• What the task asks: Lines below containing the word "Brañas" should be copied out.
*** Opening Extracted information ***
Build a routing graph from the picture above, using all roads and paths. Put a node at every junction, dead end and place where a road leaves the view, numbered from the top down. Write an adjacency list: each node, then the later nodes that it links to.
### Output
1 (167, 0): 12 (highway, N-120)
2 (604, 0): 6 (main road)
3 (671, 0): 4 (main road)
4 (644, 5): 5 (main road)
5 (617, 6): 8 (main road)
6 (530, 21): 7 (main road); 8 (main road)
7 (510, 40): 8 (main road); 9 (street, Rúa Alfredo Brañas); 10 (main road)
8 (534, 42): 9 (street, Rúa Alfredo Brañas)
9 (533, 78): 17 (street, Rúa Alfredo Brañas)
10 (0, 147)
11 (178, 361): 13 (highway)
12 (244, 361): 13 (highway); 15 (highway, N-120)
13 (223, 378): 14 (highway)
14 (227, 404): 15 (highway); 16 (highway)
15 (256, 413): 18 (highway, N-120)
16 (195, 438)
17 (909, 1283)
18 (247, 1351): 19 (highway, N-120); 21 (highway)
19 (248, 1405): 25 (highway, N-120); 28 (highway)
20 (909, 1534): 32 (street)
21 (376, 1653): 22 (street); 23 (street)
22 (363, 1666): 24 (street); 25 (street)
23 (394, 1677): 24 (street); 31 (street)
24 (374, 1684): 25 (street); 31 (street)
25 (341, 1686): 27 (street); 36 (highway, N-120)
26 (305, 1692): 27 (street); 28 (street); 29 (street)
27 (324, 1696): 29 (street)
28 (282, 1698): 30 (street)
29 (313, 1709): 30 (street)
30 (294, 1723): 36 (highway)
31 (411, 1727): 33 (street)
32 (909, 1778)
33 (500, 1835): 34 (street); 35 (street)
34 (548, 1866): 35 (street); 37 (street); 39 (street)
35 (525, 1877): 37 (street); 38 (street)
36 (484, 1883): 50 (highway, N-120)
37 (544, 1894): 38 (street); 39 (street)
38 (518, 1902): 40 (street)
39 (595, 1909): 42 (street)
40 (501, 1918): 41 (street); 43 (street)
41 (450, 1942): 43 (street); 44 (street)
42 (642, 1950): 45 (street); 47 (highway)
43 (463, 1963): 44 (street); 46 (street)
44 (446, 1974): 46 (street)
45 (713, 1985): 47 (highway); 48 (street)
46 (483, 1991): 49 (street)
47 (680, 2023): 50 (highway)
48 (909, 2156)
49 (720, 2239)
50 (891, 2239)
*** Closing Extracted information ***
• Result of the task:
7 (510, 40): 8 (main road); 9 (street, Rúa Alfredo Brañas); 10 (main road)
8 (534, 42): 9 (street, Rúa Alfredo Brañas)
9 (533, 78): 17 (street, Rúa Alfredo Brañas)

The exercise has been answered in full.